→ Work instruction
Search the records for the string "Right" and copy every line in which it appears.

+++++

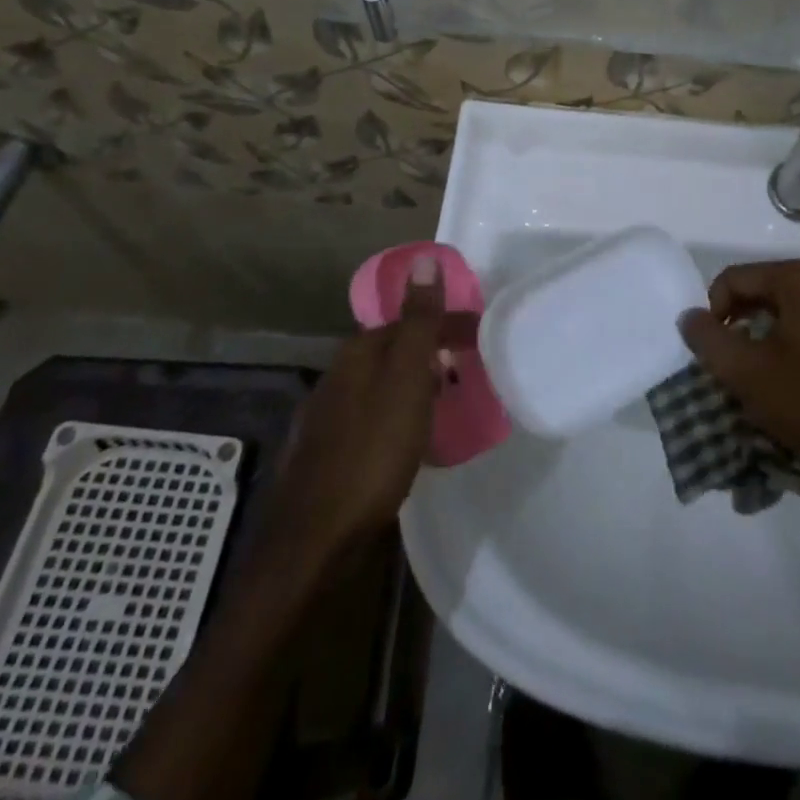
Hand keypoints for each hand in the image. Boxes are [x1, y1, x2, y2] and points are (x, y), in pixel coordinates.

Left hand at [253, 257, 463, 579]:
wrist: (317, 540)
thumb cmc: (372, 452)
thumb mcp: (405, 380)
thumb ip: (418, 322)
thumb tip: (424, 259)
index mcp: (357, 354)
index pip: (408, 322)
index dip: (447, 324)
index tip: (482, 336)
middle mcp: (337, 378)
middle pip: (392, 351)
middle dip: (431, 352)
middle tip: (471, 367)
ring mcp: (330, 418)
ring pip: (382, 386)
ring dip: (416, 384)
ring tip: (449, 401)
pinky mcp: (330, 455)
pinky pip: (375, 418)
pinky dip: (400, 415)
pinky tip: (411, 439)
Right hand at [679, 259, 799, 530]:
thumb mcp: (747, 372)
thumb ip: (708, 339)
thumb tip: (689, 317)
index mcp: (797, 280)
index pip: (731, 280)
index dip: (712, 314)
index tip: (713, 353)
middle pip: (757, 294)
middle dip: (735, 328)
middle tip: (729, 368)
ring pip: (781, 316)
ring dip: (759, 343)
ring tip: (756, 381)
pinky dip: (786, 352)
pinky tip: (788, 387)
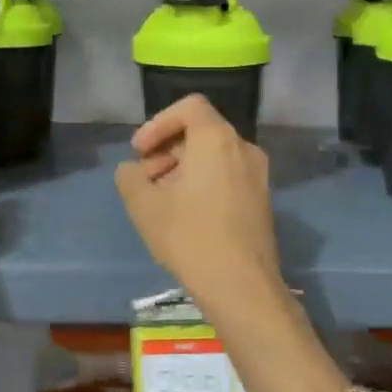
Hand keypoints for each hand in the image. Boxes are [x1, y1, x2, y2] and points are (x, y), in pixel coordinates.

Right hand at [115, 94, 281, 307]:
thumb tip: (133, 170)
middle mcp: (243, 148)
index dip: (158, 123)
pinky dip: (204, 182)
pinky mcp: (262, 200)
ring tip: (161, 200)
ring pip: (214, 156)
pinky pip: (228, 176)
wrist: (241, 284)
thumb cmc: (189, 236)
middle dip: (167, 149)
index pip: (189, 107)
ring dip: (183, 168)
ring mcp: (258, 175)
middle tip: (145, 179)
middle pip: (201, 132)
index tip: (139, 151)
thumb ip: (130, 176)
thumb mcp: (143, 204)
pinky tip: (185, 215)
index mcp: (217, 139)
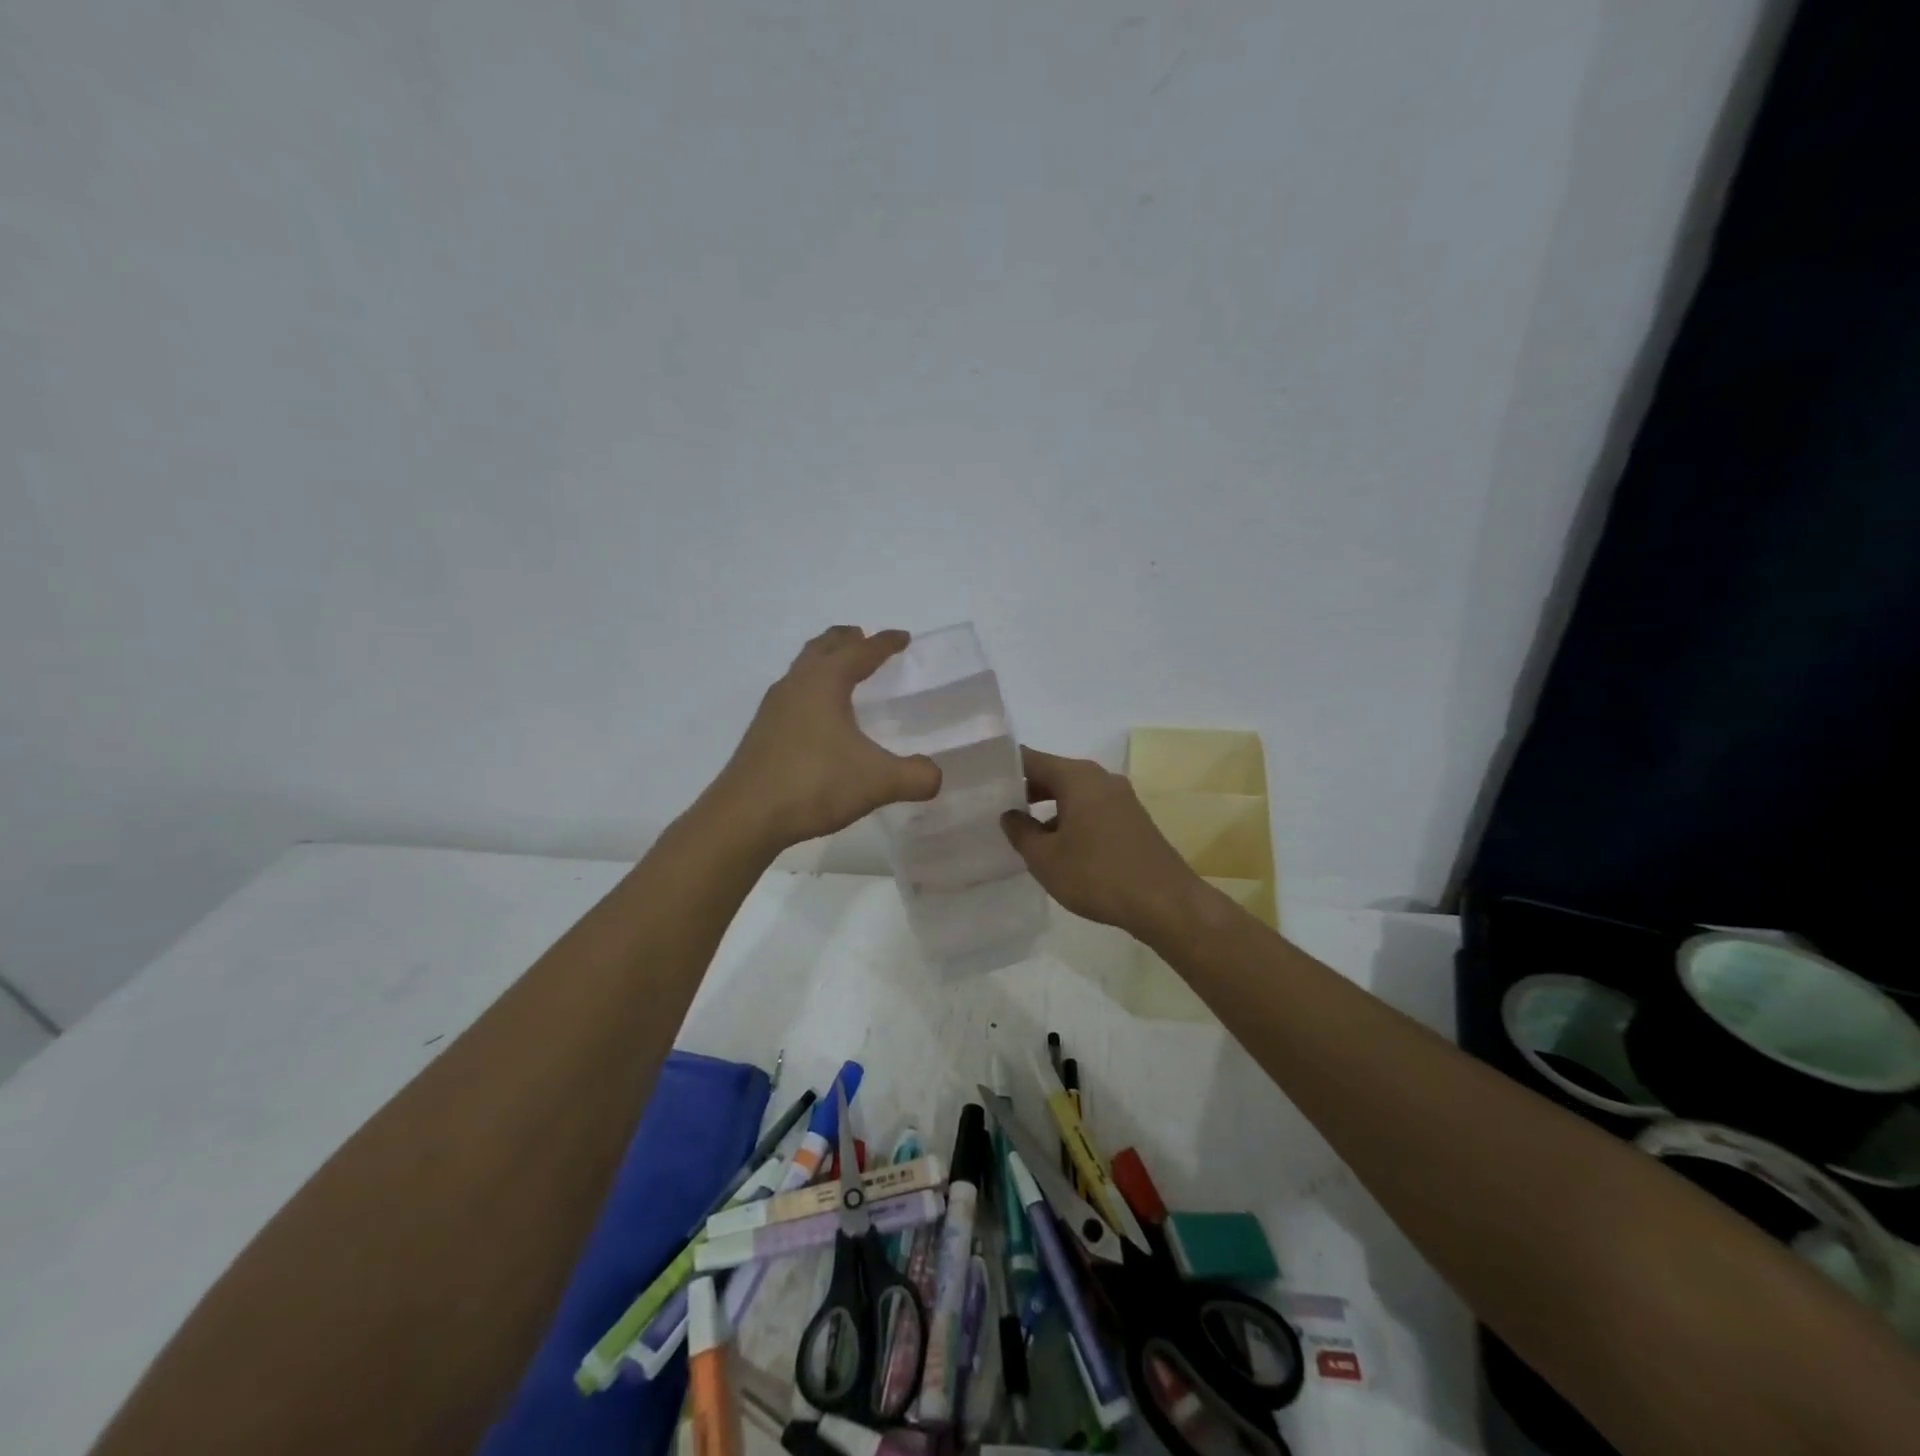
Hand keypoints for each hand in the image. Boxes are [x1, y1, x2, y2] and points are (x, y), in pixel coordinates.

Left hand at [710, 626, 941, 851]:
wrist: (746, 816)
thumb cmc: (814, 784)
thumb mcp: (877, 782)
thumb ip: (915, 776)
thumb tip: (935, 776)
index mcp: (825, 682)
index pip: (861, 652)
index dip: (884, 643)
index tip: (902, 638)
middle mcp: (796, 685)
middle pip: (823, 647)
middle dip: (846, 639)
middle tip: (864, 638)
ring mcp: (773, 708)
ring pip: (802, 669)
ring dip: (823, 661)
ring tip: (842, 672)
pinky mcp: (762, 732)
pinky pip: (791, 695)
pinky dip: (810, 689)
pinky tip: (817, 717)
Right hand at [1001, 746, 1208, 944]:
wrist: (1166, 903)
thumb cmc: (1097, 875)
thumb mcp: (1046, 858)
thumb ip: (1021, 832)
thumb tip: (1009, 814)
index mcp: (1077, 777)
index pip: (1031, 759)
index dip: (1004, 767)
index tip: (981, 779)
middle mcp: (1100, 778)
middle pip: (1053, 773)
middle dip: (1025, 789)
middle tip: (994, 806)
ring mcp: (1121, 798)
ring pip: (1073, 793)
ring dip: (1048, 807)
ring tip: (1022, 830)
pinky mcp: (1132, 819)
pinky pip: (1091, 808)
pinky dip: (1070, 818)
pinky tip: (1058, 846)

+++++

→ Response to this exercise
Right hand at [679, 259, 799, 530]:
Right hand at [115, 94, 281, 307]:
Right hand at [1001, 746, 1208, 944]:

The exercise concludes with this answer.